Her and Terryl’s eyes met, and the story of her past, her growing up a homeless, kinless urchin, was on her tongue again. She swallowed, ridding herself of the words.

Despite all he’d said and done, she couldn’t tell him. He was a lord, and she was—

A beggar . Always a lowly beggar, no matter the esteem she earned.

She stood and ambled farther into the cave. Someone had lit torches and placed them around its edges, which was wise as she could feel a cool breeze gliding past to the entrance. Cahra raised her palms to a flaming torch, the heat radiating like it would thaw her soul.

‘You never told me,’ Terryl said quietly from behind her.

She’d barely heard his footsteps, she’d been so deep in thought. ‘Told you what?’

‘The things about you that I do not yet know.’ He echoed her words from his garden, right before they’d fled Kolyath in his coach.

Cahra’s chest hurt the more she looked at him. But it wasn’t Terryl’s fault, it wasn’t anyone’s. Life just happened, like it always did to her. Her childhood, the dungeons.

But unlike then, now she was free . So why did she feel so lost?

Cahra tried to smile. But her sadness was so close to the surface, too close, and all it would take was to think of something dreadful happening to Lumsden—

She took a shuddering breath. Then Terryl’s hand was on her shoulder, his warmth permeating her skin, melting her numbness in a way the fire couldn’t.

The cave was dim where they now stood, Terryl’s dark hair gleaming beneath the torch, but she could still make out his blue goldstone eyes.

He didn’t say a word, he just stood by her. And saw her pain.

In the darkness of the cave, Cahra found the courage to let go, and finally wept.

When she was done, Cahra and Terryl sat by the soft light of the torch under a blanket, hot mugs of cider in their hands as they waited for Langera to roast the wild pheasants Queran and the others had caught.

‘I feel like a child,’ Cahra said, wiping away the last of her tears. ‘I never cry.’

‘Perhaps you needed to. You are grieving, in a way. Your life will not be the same.’ Terryl gazed into her eyes. ‘It will be better.’

Will it? Taking a sip of the mulled alcohol, she said, ‘If you say so.’

Terryl flashed a playful smile, saying, ‘The Oracles best heed my will.’

‘I never believed,’ Cahra said after a moment, staring into the torch’s flames. The carefree flicker of its fire was comforting, the way the orange light whipped and twirled, dancing towards the ceiling. He gave her a questioning look. ‘The Seers. The prophecy.’

‘Ah.’ Terryl raised his mug and drank, then lowered it to his lap again.

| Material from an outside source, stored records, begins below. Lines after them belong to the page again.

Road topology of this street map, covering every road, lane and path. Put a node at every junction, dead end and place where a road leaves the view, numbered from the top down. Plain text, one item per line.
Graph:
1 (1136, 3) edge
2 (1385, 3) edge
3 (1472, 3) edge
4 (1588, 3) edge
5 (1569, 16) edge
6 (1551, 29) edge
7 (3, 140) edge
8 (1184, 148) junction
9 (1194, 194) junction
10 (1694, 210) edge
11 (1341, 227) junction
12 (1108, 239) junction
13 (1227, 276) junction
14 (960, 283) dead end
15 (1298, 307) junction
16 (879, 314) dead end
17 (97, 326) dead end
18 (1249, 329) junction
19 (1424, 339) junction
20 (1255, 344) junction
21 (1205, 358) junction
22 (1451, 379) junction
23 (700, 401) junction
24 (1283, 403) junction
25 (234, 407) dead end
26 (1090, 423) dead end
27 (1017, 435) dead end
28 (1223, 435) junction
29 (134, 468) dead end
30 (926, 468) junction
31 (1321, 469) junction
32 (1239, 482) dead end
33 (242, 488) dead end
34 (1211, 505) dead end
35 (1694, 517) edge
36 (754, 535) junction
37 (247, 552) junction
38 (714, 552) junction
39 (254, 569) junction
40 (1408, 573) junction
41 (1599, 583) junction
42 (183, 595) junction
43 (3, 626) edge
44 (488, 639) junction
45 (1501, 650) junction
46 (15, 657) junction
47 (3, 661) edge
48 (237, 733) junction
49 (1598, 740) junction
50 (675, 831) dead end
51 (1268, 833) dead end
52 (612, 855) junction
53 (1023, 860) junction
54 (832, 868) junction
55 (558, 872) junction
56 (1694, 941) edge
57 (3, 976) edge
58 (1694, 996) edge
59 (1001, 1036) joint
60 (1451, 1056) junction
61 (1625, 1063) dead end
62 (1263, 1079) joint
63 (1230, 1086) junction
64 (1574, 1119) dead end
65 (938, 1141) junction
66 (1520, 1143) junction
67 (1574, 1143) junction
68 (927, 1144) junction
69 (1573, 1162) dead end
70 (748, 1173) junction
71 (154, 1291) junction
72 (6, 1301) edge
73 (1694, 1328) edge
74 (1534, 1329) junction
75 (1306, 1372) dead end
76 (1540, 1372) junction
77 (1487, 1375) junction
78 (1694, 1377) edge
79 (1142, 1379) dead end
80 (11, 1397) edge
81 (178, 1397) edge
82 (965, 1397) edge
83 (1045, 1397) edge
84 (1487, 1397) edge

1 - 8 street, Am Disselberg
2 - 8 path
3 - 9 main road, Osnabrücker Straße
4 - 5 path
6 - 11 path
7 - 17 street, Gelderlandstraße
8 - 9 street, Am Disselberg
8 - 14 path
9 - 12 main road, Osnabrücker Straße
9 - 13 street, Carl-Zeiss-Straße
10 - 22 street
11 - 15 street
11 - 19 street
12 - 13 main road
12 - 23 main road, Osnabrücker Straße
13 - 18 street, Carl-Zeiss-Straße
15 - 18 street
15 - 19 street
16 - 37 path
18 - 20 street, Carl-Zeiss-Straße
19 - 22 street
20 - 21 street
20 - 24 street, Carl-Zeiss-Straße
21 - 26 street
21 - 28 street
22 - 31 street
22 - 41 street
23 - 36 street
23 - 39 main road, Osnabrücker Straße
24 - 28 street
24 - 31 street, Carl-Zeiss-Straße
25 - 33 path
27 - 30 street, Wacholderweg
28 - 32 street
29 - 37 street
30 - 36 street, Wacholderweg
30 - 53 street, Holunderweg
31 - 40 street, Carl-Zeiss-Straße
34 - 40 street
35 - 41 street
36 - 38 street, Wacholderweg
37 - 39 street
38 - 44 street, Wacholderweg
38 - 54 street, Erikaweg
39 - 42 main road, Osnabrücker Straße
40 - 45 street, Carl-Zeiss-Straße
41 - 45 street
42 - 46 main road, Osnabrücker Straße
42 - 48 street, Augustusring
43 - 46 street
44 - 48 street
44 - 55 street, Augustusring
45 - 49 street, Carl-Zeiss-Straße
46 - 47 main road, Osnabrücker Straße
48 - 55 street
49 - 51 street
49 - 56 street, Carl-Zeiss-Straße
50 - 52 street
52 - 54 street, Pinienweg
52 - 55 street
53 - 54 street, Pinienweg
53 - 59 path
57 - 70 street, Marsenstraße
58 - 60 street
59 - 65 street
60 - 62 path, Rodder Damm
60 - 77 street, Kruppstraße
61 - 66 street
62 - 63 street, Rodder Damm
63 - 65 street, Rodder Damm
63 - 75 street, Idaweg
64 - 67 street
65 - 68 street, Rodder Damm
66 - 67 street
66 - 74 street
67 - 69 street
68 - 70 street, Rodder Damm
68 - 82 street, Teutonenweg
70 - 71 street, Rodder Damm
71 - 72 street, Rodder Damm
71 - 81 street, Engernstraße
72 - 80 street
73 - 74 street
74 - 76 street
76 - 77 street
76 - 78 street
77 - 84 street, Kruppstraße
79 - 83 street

‘Cahra… Regardless of what Jarett, Atriposte or any one person thinks – prophecy or no prophecy – I must thank you. For stopping me and warning me. For giving my people a chance to escape. We are all here tonight because of you. I am deeply grateful.’

Cahra opened her mouth, but she didn’t know what to say. Eventually she managed, ‘No, thank you . For getting me out of the kingdom. I didn’t dare to hope for an answer, and then you stepped in. I’m thankful too,’ she told him. She really was grateful for him.

Her cheeks felt hot. It wasn’t just the cider warming her insides.

Cahra downed the revelation with a gulp of her drink, grimacing as she straightened her legs to cross them at the ankles.

Terryl asked her, ‘How is your knee?’

‘It’s fine. Better than last time.’ She lifted the rogue joint, testing it.

Terryl cocked his head. ‘What do you mean?’

It would never end, these conversations circling back to her past. It would never stop. Until she made it.

She took a deep breath, locking it in her lungs until they ached, then slowly let it out. ‘When I was younger, in Kolyath,’ Cahra began, ‘I was homeless. Lumsden took me in when I was a child. Before that, I lived on the streets. It’s what I wanted to tell you in the garden.’

Well… One of the things.

She thumbed the handle of the mug, waiting for the judgement, the rejection.

But it never came. Terryl just watched her with those thoughtful gemstone eyes of his. ‘I suspected that it was perhaps something like that.’

Her mouth fell open. This time, she really didn’t know what to say.